The parade route must be submitted with the permit application to the City of Minneapolis no later then 5 days prior to the event. The city will determine how many police officers / barricades will be needed to block roads along the parade path. This is depends on the number of people participating in the parade (i.e. if there are over 300 people and the parade length is more then 3 blocks more police support will be needed).  Physical barricades will be needed at main intersections.  Clearly marked volunteers may barricade smaller streets. Police officers must be at the front and back of the parade.

It was recommended that KBP hire the police reserve to patrol the parade because their services cost less.

To hire the police reserve a request must be sent in writing to:

Ron Haffman
1811 University Ave. N.E.
Minneapolis, MN 55418

The actual cost will be negotiated after the letter is received.

The committee discussed who is going to plan/coordinate the parade. J. Hallstrom will be primarily responsible for coordinating the Kingfield Festival and will not be able to be too involved with the parade. J. Hallstrom will be able to work on the permits needed to the parade.

No one stepped forward at this meeting to lead the parade organizing.  Hinds will try to recruit volunteers to help with the parade at the KFNA annual meeting on April 18th. Hinds will also try to post notice with Tifft for the Bryant Neighborhood.

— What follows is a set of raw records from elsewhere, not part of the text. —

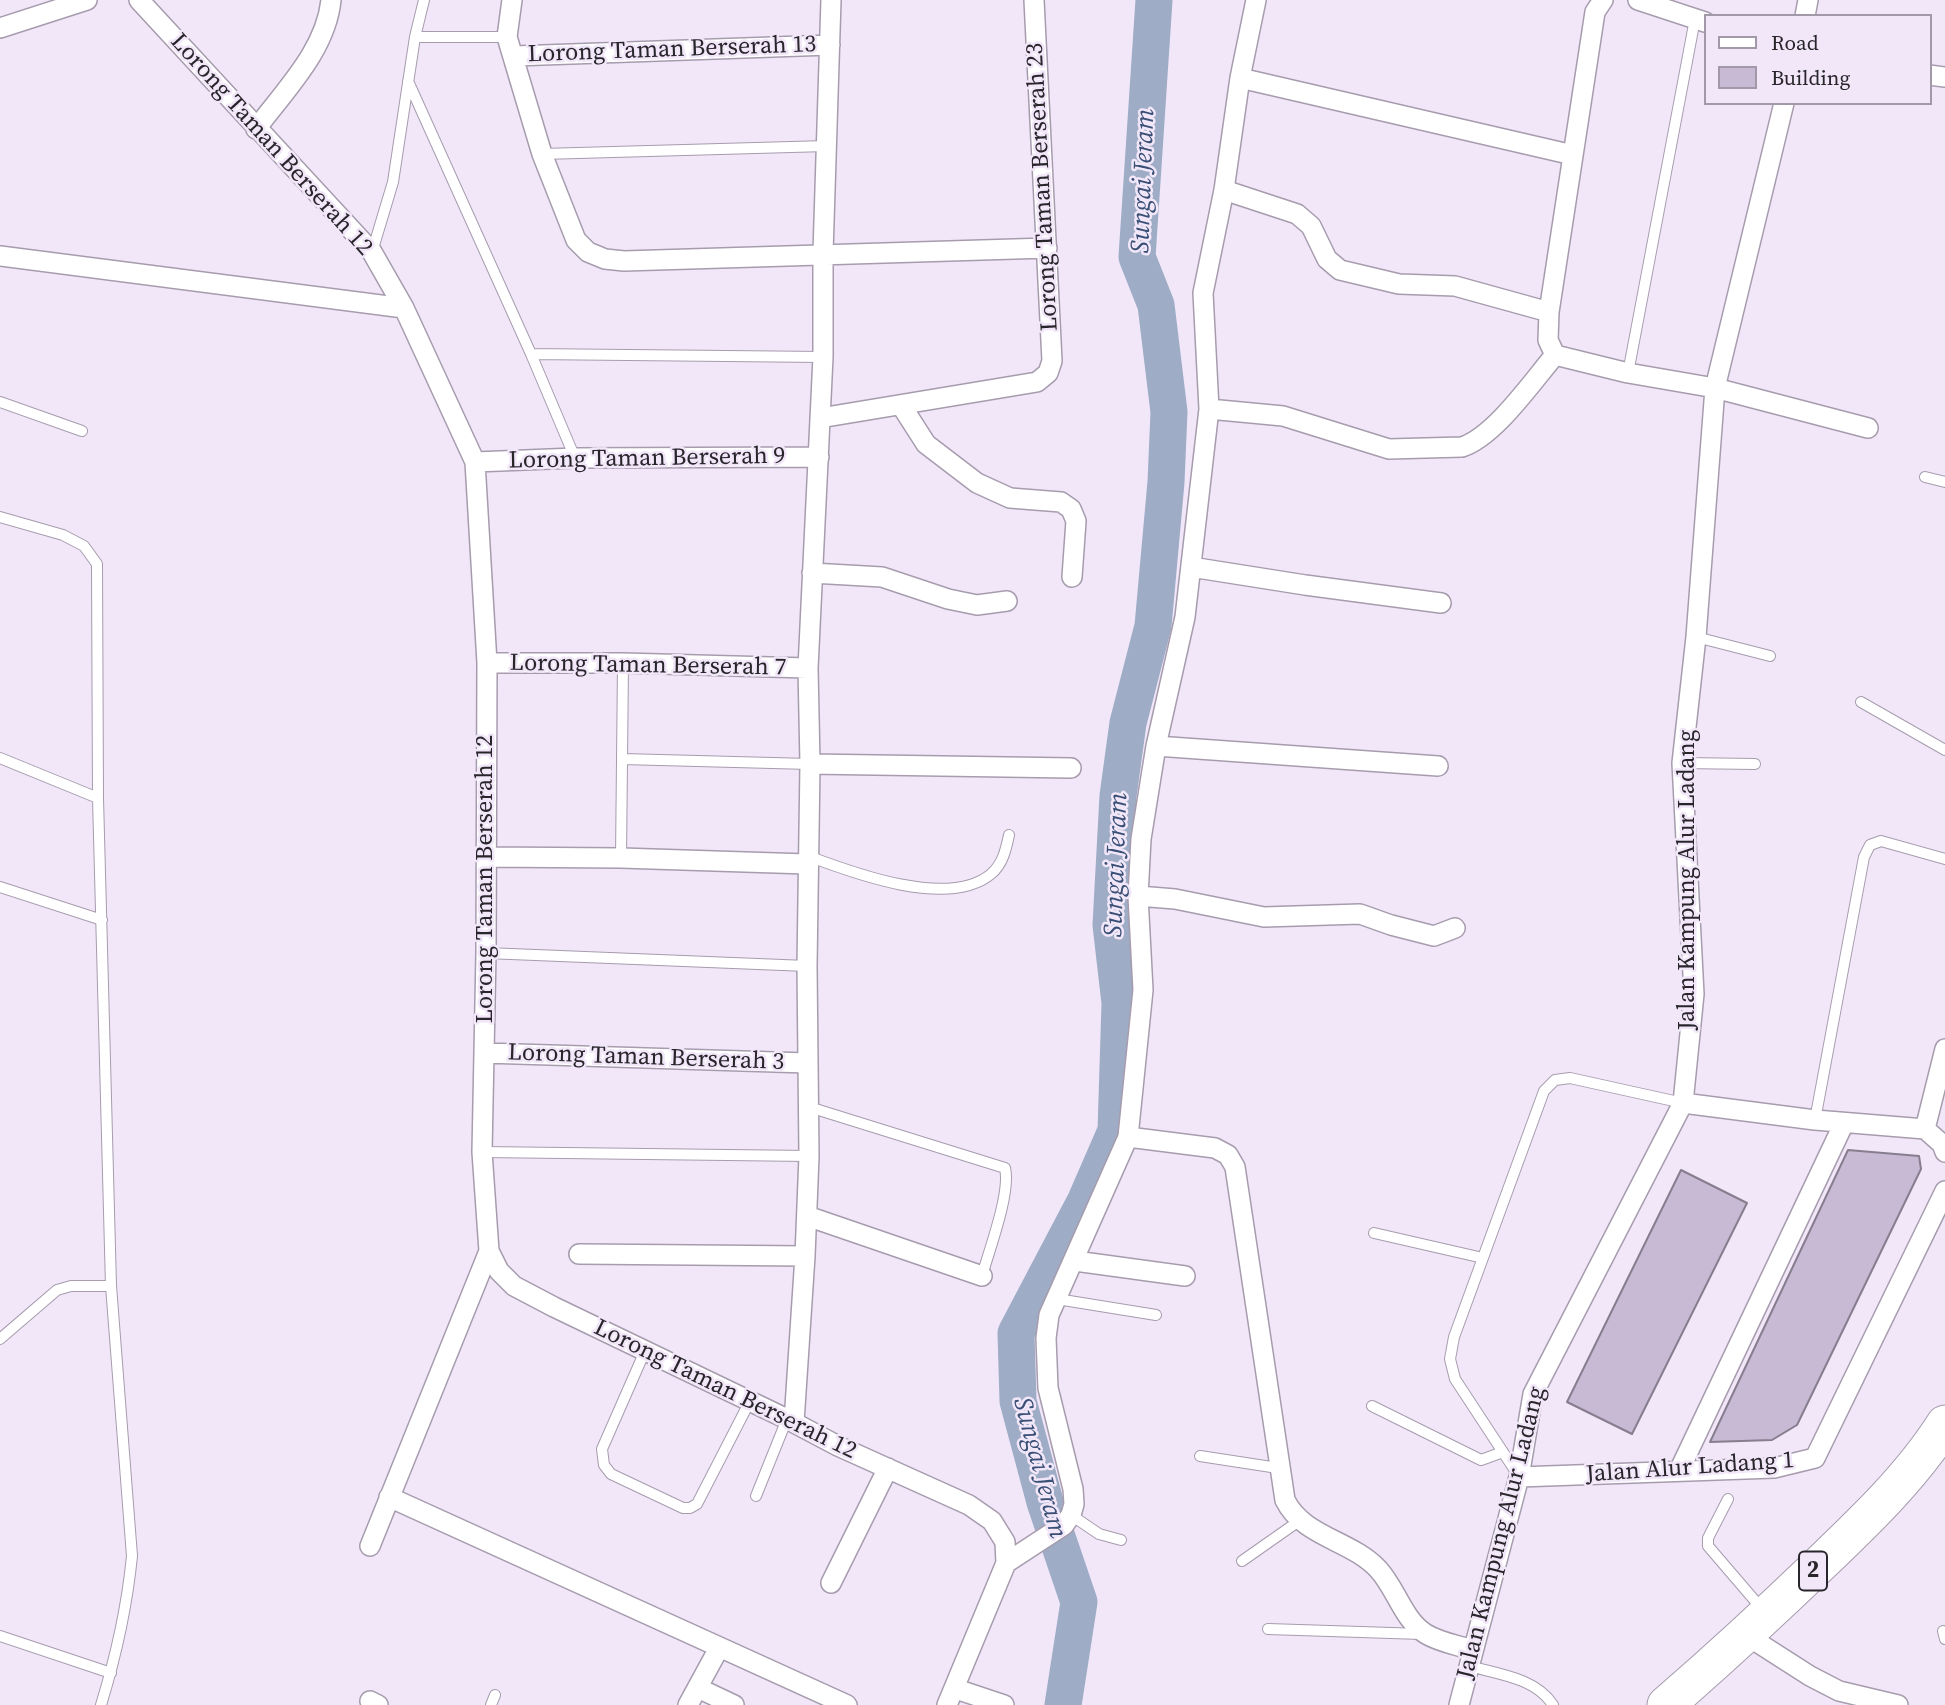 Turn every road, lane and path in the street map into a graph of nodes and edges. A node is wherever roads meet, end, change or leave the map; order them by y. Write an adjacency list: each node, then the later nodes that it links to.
1 (87, 0): 12 (street)
2 (139, 0): 19 (street, Lorong Taman Berserah 12)
3 (331, 0): 19 (street)
4 (424, 0): 13 (lane)
5 (512, 0): 15 (street)
6 (831, 0): 14 (street)
7 (1034, 0): 24 (street, Lorong Taman Berserah 23)
8 (1256, 0): 16 (street)
9 (1603, 0): 22 (street)
10 (1639, 0): 11 (street)
11 (1700, 20): 33 (lane)
12 (0, 28)
13 (415, 37): 15 (lane); 17 (lane)
14 (830, 45): 15 (street, Lorong Taman Berserah 13); 20 (street)
15 (511, 47): 21 (street)
16 (1240, 78): 22 (street); 23 (street)
17 (408, 81): 25 (lane); 30 (lane)
18 (1784, 105): 34 (street, Jalan Kampung Alur Ladang)
19 (256, 129): 25 (street, Lorong Taman Berserah 12)
20 (827, 146): 21 (lane); 26 (street)
21 (542, 154): 26 (street)
22 (1573, 155): 29 (street)
23 (1224, 190): 29 (street); 37 (street)
24 (1048, 248): 26 (street); 36 (street, Lorong Taman Berserah 23)
25 (372, 252): 28 (street, Lorong Taman Berserah 12)
26 (823, 253): 32 (street)
27 (0, 256): 28 (street)
28 (404, 308): 43 (street, Lorong Taman Berserah 12)
29 (1549, 312): 31 (street)
30 (531, 354): 32 (lane); 42 (lane)
31 (1555, 355): 33 (street); 37 (street)
32 (823, 357): 38 (street)
33 (1628, 373): 34 (street)
34 (1715, 387): 39 (street); 52 (street, Jalan Kampung Alur Ladang)
35 (0, 402): 40 (lane)
36 (901, 405): 38 (street); 49 (street)
37 (1209, 410): 47 (street)
38 (820, 418): 41 (street)
39 (1868, 428)
40 (82, 431)
41 (819, 457): 42 (street, Lorong Taman Berserah 9); 48 (street)
42 (575, 458): 43 (street, Lorong Taman Berserah 9)
43 (475, 462): 54 (street, Lorong Taman Berserah 12)
44 (1925, 477): 45 (lane)
45 (1945, 482)
46 (0, 517): 67 (lane)
47 (1191, 567): 51 (street); 58 (street)
48 (812, 573): 50 (street); 56 (street)
49 (1072, 577)
50 (1007, 601)
51 (1441, 603)
52 (1696, 637): 53 (lane); 63 (street, Jalan Kampung Alur Ladang)
53 (1770, 656)
54 (487, 663): 55 (street, Lorong Taman Berserah 7); 69 (street, Lorong Taman Berserah 12)
55 (623, 663): 56 (street, Lorong Taman Berserah 7); 61 (lane)
56 (808, 668): 62 (street)
57 (1861, 702): 59 (lane)
58 (1157, 746): 65 (street); 74 (street)
59 (1945, 750)
60 (0, 758): 67 (lane)
61 (622, 759): 62 (lane); 70 (lane)
62 (810, 764): 66 (street); 72 (street)
63 (1682, 764): 64 (lane); 82 (street, Jalan Kampung Alur Ladang)
64 (1755, 764)
65 (1438, 766)
66 (1071, 768)
67 (98, 798): 75 (lane)
68 (1009, 835): 72 (lane)
69 (486, 857): 70 (street); 77 (street, Lorong Taman Berserah 12)
70 (621, 858): 72 (street)
71 (1945, 859): 84 (lane)
72 (807, 860): 78 (street)
73 (0, 887): 75 (lane)
74 (1138, 896): 76 (street); 87 (street)
75 (102, 920): 101 (lane)
76 (1455, 928)
77 (486, 953): 78 (lane); 80 (street, Lorong Taman Berserah 12)
78 (807, 966): 81 (street)
79 (1945, 1049): 86 (street)
80 (485, 1053): 81 (street, Lorong Taman Berserah 3); 88 (street, Lorong Taman Berserah 12)
81 (807, 1063): 83 (street)
82 (1684, 1103): 84 (street); 97 (lane); 115 (street, Jalan Kampung Alur Ladang)
83 (809, 1107): 90 (street); 99 (lane)
84 (1815, 1120): 85 (street)
85 (1844, 1123): 86 (street); 114 (street)
86 (1925, 1129): 89 (street)
87 (1128, 1137): 98 (street); 113 (street)
88 (482, 1152): 90 (lane); 94 (street, Lorong Taman Berserah 12)
89 (1945, 1152)
90 (809, 1156): 92 (street)
91 (1945, 1191): 114 (street, Jalan Alur Ladang 1)
92 (807, 1216): 96 (street); 99 (street)
93 (1374, 1233): 97 (lane)
94 (489, 1251): 105 (street, Lorong Taman Berserah 12); 117 (street)
95 (579, 1254): 96 (street)
96 (805, 1256): 108 (street)
97 (1483, 1258): 110 (lane)
98 (1075, 1261): 100 (street); 102 (street)
99 (982, 1276)
100 (1185, 1276)
101 (111, 1286): 104 (lane); 132 (lane)
102 (1056, 1299): 103 (lane); 119 (street)
103 (1156, 1315)
104 (0, 1339)
105 (645, 1351): 106 (street, Lorong Taman Berserah 12); 106 (lane)
106 (750, 1401): 108 (street, Lorong Taman Berserah 12)
107 (1372, 1406): 110 (lane)
108 (790, 1420): 112 (street, Lorong Taman Berserah 12); 116 (lane)
109 (1945, 1424): 126 (highway, 2)
110 (1503, 1452): 115 (lane)
111 (1200, 1456): 113 (lane)
112 (888, 1468): 124 (street, Lorong Taman Berserah 12); 125 (street)
113 (1278, 1468): 120 (street)
114 (1679, 1471): 115 (street, Jalan Alur Ladang 1)
115 (1519, 1477): 131 (street, Jalan Kampung Alur Ladang)
116 (756, 1496)
117 (389, 1497): 122 (street); 130 (street)
118 (1728, 1499): 126 (lane)
119 (1068, 1520): 121 (lane); 124 (street)
120 (1299, 1521): 123 (lane); 128 (street)
121 (1121, 1540)
122 (370, 1546)
123 (1242, 1561)
124 (1006, 1563): 134 (street)
125 (831, 1583)
126 (1756, 1625): 141 (highway, 2); 142 (street)
127 (1268, 1629): 128 (lane)
128 (1426, 1634): 131 (street)
129 (0, 1636): 132 (lane)
130 (719, 1648): 133 (street); 137 (street)
131 (1470, 1658): 139 (street, Jalan Kampung Alur Ladang); 140 (lane)
132 (111, 1673): 135 (lane)
133 (693, 1697): 136 (street)
134 (952, 1697): 138 (street)
135 (101, 1705)
136 (734, 1705)
137 (847, 1705)
138 (1004, 1705)
139 (1459, 1705)
140 (1553, 1705)
141 (1666, 1705)
142 (1898, 1705)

J. and P. Hallstrom volunteered to walk the proposed parade route and time it. The proposed route is from Phelps Park at 40th Street and Park Ave. along 40th  Street to MLK Park at 40th   Street and Nicollet Ave.

6) Out Reach

The committee discussed which groups to promote the bridge project to and solicit support from. The list below was created and people volunteer to gather contact information for each entity:

* Churches along 40th street or near to -Brandt
* KFNA local businesses –
* Politicians / Beaurocrats – Hinds
* Residents
* Local non-profits – Brandt
* Other neighborhood organizations – Brandt
* Bike shops / bikers – Brandt
* Media – Brandt
* Runners (runny room, runny clubs) – Brandt

7) Partnership

The committee discussed what it means to become a partner / support of KBP and what the criteria is for adding partners. Jevning made the distinction that supporters are individuals, businesses and other groups that simply give financially to the project. He added that partners would be more like the local churches, unit of government, organizations and businesses that stand behind the project as well as support it financially.

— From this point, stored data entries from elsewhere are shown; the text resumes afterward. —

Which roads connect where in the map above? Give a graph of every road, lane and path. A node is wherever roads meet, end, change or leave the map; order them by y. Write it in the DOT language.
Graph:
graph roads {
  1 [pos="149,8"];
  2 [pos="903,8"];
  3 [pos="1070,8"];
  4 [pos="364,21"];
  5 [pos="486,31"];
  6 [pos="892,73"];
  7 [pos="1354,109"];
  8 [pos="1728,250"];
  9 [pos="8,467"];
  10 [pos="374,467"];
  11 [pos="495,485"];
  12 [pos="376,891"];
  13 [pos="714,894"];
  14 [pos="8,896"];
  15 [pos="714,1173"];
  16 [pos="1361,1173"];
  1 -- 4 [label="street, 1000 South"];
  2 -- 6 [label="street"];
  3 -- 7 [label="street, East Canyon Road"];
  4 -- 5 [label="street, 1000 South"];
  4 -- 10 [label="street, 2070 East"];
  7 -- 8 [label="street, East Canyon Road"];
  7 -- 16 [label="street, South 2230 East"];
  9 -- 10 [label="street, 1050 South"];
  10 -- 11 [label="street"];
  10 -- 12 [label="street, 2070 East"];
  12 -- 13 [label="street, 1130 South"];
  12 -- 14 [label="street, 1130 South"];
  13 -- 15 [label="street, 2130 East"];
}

The committee would like to look at other models of support/partnership building. Brandt offered to contact the Midtown Greenway Project representative and inquire about their strategies. The committee was in agreement that support-building efforts need to be community driven.

Hinds suggested a “dedication program” to raise financial support (i.e. contributions categories for giving toward various architectural features of the bridge).

Regarding partnership it was suggested to have a partnership agreement – criteria still needs to be decided. P. Hallstrom felt it important to maintain ways for people to be casually involved as well such as the helping with the parade.